There used to always be an egret under the bridge, either on this side or the other, west side. I haven't seen it in a few months. But I'm only there once in awhile. I was hoping for more birds than I found there today.
Sunset Bay and White Rock Lake
As I've mentioned here before, it doesn't take much to over-excite an American Coot. They panic easily, and they usually do in en masse. These particular birds are chasing after white bread thrown by some kids and a woman caretaker. They were thrilled with all the inter-species battles. I just think it's wrong.
I assumed those white lumps were pelicans, because I'd seen them over there before — usually in times of high water. I had no idea this image would turn out so well. I'm dealing with a band new camera that I've read is very definitely not good for photographing birds with. But yeah, I realize, these birds aren't going anywhere.
But this pelican is flying. Someone who knew me at the University of Dallas was engaging me in conversation, so it's a minor miracle that I got anything at all. I am surprised and pleased — as usual — that I got anything in focus.
This might be that same pelican. But there's little and big details here, that we can see. I'm impressed with my new Panasonic Lumix G5. I still have my G2, but my fingers are all fumble-footed when operating the G5, although I'm beginning to catch on to some of its intricacies.
Ya gotta be quick to catch this sort of thing, and it helps if one is paying attention.
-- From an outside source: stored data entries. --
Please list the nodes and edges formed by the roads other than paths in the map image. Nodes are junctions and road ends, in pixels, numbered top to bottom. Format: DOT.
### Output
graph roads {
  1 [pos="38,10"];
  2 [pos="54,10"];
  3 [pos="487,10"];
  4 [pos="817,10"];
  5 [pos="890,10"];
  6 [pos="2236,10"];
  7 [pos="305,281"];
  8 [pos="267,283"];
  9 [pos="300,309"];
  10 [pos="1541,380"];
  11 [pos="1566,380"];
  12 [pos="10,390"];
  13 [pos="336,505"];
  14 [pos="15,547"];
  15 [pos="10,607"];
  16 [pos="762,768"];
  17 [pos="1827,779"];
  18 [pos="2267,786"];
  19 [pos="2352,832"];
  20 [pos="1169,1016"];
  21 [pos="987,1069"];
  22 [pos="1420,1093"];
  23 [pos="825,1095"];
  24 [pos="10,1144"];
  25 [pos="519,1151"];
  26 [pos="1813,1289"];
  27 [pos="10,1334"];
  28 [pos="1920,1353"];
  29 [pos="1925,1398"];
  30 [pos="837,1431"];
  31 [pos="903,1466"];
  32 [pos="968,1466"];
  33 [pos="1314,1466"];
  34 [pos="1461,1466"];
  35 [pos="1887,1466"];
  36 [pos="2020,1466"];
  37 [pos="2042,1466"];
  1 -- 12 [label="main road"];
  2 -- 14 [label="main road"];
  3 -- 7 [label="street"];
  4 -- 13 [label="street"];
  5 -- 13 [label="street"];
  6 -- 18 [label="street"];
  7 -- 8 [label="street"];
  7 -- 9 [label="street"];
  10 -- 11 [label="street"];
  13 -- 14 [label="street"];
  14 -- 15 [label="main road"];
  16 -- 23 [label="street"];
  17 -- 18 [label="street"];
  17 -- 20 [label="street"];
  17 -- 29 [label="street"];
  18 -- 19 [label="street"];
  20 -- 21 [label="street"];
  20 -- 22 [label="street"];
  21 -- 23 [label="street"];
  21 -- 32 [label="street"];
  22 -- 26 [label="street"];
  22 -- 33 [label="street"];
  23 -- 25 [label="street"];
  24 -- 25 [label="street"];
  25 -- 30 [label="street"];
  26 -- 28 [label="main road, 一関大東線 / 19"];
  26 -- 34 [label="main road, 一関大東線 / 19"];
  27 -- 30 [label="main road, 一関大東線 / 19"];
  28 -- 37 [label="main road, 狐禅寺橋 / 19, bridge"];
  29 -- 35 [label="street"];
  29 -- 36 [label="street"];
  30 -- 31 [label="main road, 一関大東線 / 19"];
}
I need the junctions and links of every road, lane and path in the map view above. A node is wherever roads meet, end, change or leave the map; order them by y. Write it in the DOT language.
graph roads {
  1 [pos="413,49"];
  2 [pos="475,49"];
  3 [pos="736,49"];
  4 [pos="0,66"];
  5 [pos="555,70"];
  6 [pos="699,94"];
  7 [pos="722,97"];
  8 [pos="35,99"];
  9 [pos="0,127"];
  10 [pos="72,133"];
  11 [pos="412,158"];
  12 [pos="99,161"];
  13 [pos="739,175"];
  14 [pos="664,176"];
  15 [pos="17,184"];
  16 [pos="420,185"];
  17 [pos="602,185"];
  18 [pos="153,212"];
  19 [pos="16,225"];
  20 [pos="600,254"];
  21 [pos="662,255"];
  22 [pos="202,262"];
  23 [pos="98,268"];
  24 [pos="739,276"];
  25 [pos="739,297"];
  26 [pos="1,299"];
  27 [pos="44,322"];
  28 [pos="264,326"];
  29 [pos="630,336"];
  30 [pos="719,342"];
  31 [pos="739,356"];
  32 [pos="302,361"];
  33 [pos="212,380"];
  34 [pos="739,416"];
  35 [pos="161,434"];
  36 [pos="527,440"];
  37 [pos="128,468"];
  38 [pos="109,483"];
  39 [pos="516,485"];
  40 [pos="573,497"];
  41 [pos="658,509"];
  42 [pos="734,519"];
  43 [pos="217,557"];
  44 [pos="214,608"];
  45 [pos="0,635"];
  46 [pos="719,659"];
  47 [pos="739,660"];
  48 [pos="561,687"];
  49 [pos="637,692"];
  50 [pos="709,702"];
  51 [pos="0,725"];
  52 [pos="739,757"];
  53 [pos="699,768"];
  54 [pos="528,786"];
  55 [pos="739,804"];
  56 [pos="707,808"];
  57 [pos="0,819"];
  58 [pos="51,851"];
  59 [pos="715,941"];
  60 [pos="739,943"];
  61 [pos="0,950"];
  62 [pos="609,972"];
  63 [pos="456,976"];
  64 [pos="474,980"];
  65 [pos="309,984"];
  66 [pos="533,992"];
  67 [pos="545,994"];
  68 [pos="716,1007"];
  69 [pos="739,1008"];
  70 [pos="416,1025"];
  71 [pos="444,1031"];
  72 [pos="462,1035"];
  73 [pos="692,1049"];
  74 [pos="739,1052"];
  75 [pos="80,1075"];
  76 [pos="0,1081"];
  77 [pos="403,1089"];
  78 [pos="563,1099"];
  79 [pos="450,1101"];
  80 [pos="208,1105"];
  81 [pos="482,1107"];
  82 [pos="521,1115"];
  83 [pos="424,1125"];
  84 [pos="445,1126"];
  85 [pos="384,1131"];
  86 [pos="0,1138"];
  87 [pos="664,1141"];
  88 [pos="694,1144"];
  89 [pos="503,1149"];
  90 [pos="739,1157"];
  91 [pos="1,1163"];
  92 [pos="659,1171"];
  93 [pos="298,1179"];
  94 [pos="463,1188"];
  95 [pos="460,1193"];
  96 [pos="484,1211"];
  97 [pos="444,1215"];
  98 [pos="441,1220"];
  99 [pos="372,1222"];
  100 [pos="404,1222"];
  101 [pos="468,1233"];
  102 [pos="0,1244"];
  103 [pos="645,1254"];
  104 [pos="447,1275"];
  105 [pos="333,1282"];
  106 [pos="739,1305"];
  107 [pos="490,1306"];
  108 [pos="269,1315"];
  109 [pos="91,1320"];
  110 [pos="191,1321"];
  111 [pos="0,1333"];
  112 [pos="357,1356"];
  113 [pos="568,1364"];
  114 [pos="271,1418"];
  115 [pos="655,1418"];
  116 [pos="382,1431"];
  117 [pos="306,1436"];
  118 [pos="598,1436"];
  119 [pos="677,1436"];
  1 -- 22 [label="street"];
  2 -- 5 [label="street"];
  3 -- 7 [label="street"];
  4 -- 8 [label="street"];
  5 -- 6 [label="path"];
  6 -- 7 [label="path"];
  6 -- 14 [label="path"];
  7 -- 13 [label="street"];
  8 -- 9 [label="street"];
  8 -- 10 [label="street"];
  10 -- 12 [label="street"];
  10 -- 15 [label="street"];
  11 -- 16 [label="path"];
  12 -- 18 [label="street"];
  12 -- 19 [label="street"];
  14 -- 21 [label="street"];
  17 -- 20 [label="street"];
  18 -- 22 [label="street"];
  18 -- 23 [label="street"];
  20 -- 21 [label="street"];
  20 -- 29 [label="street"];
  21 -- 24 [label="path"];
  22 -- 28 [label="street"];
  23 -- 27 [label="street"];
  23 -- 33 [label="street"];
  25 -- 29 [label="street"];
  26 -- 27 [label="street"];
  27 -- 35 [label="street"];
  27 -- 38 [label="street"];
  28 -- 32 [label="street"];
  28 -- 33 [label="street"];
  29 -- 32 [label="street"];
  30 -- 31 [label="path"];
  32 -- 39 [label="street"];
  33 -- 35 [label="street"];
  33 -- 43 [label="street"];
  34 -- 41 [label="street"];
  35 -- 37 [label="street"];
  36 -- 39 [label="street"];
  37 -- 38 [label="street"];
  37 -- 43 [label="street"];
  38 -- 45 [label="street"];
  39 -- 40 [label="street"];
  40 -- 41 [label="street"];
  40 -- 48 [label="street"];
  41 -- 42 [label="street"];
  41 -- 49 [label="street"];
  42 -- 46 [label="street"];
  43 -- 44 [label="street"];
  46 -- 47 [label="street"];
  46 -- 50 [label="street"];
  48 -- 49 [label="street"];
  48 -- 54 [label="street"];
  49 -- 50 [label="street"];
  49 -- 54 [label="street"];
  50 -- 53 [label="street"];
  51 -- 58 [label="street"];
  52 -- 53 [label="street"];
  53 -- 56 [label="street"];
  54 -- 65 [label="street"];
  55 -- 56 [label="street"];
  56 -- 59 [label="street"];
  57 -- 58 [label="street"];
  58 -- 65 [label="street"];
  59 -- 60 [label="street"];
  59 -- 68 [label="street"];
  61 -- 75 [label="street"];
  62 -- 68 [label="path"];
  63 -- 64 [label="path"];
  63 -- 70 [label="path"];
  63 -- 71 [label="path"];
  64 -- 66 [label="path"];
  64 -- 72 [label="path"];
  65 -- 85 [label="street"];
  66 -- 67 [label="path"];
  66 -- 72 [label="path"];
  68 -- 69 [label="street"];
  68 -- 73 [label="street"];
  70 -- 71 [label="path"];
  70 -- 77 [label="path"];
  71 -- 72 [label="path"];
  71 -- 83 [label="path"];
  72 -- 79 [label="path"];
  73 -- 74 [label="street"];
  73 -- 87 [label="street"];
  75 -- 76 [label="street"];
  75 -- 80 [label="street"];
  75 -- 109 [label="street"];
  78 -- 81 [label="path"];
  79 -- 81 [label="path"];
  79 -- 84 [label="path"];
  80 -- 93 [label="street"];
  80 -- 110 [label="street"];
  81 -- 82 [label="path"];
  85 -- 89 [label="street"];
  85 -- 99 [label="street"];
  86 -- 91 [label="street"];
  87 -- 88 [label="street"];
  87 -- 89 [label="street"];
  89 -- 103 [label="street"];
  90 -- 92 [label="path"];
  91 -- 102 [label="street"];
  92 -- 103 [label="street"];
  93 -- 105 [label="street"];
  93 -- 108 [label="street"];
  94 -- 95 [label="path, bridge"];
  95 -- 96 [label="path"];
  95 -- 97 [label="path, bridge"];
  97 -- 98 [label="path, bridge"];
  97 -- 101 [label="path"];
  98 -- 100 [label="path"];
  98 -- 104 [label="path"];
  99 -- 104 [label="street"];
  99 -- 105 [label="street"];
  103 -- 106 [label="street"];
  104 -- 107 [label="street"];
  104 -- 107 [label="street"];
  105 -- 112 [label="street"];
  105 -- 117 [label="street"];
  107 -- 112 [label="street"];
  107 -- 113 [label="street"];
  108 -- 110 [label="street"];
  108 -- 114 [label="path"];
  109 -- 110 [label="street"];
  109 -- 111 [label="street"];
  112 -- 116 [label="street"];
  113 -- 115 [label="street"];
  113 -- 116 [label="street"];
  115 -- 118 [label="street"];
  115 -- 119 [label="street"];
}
I was keeping track of at least a half dozen bird occurrences when I saw this one start up the routine, most of which I missed, but I got the upper most of the sequence.
I've seen pelicans stretch their lower mandibles many times, but this is the first time I've seen this contraction while its beak was still pointing straight up.
The big log that got washed nearly ashore is some distance southwest of Sunset Pier. There's usually at least fourteen big, white birds lined up along its top.
Purple's not a part of his species title, just the dominant color in the sun's reflections on his black body.
I mentioned the other day that female scaups don't hang around with the males very much or often around here. At first, it seemed our four resident males didn't even notice her, nor she them. But I picked her out of the coot crowd pretty quickly, startled to see something new. Notice those big lobed feet, which may have something to do with them being so comfortable among coots.
Lesser Scaups are diving ducks who are great divers. My treasured Lone Pine edition of Birds of Texas says this species "dives for seeds, plant fibers and mollusks, crustaceans and other aquatic invertebrates" under their illustration of a pair of Lesser Scaups. I've not seen it mentioned that the males and females don't spend much time together, but I've noticed it at Sunset Bay, where she's a rare beauty.
Both Lesser and Greater Scaups are sometimes called "Bluebills." I often photograph the four males who often inhabit inner Sunset Bay. The next image down has two males, but there's lots more detail in the one a little ways below.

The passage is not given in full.